Load required packages.
We use the full example Census and Customer Information System (CIS) datasets from McLeod et al. (2011). The goal is to link records from CIS to records from Census.
data("census", package = "automatedRecLin")
data("cis", package = "automatedRecLin")
setDT(census)
setDT(cis)
NROW(cis)
#> [1] 24613
NROW(census)
#> [1] 25343The person_id variable identifies the correct linkage.
We use this information only to evaluate the result.
We compare forename and surname using the Jaro-Winkler distance. These two comparison variables are modeled with the continuous parametric MEC method. Sex and date-of-birth variables use the default binary method.

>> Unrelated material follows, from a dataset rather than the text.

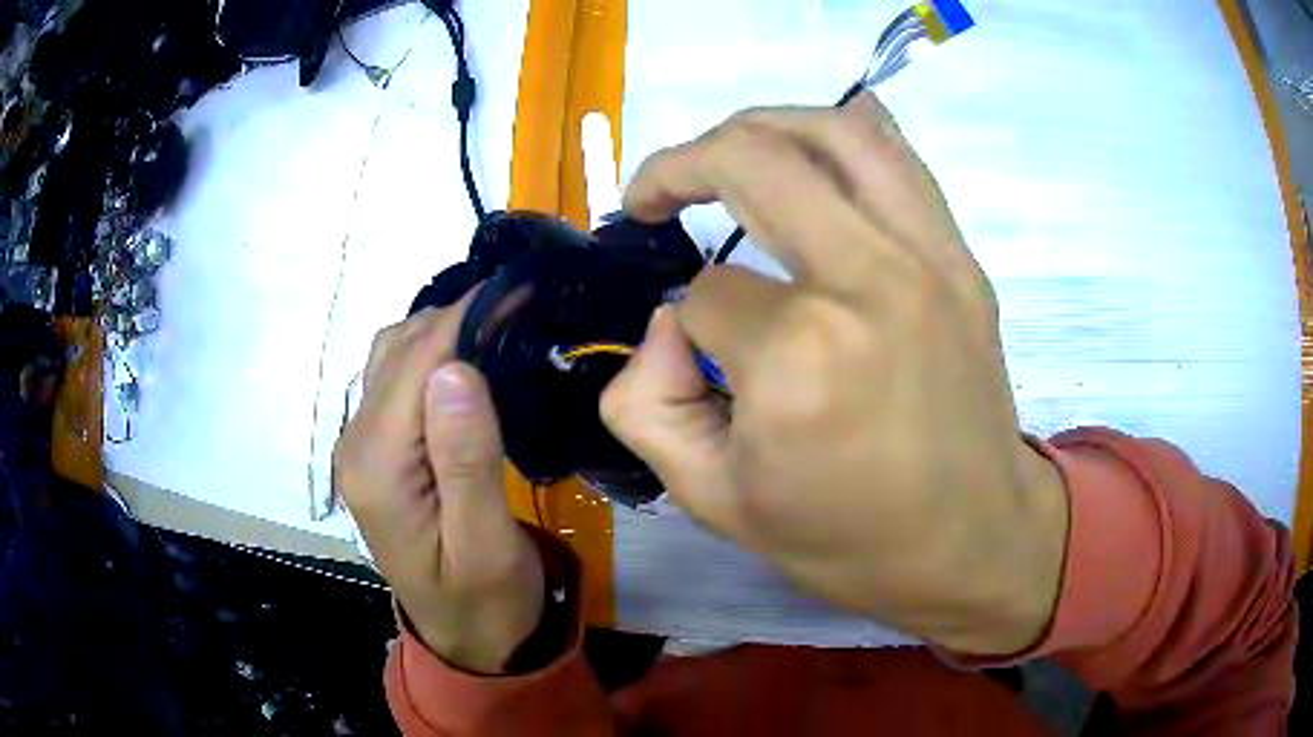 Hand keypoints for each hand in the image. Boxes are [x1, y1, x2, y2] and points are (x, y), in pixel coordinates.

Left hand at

Address fields are used only to construct blocks.
variables <- c(
"pername1", "pername2", "sex",
"dob_day", "dob_mon", "dob_year"
)
comparators <- list(
"pername1" = jarowinkler_complement(),
"pername2" = jarowinkler_complement()
)
methods <- list(
"pername1" = "continuous_parametric",
"pername2" = "continuous_parametric"
)
blocking_variables <- c(variables, "enumcap", "enumpc")Run blocked MEC. The model is trained on all candidate pairs retained by blocking.
set.seed(1)
result <- mec_blocking(
A = cis,
B = census,
variables = variables,
comparators = comparators,
methods = methods,
blocking_variables = blocking_variables,
blocking_sep = " ",
controls_blocking = list(seed = 1, n_threads = 1),
alpha = 0.5,
true_matches = true_matches
)
result
#> Blocked MEC record linkage based on:
#> pername1, pername2, sex, dob_day, dob_mon, dob_year.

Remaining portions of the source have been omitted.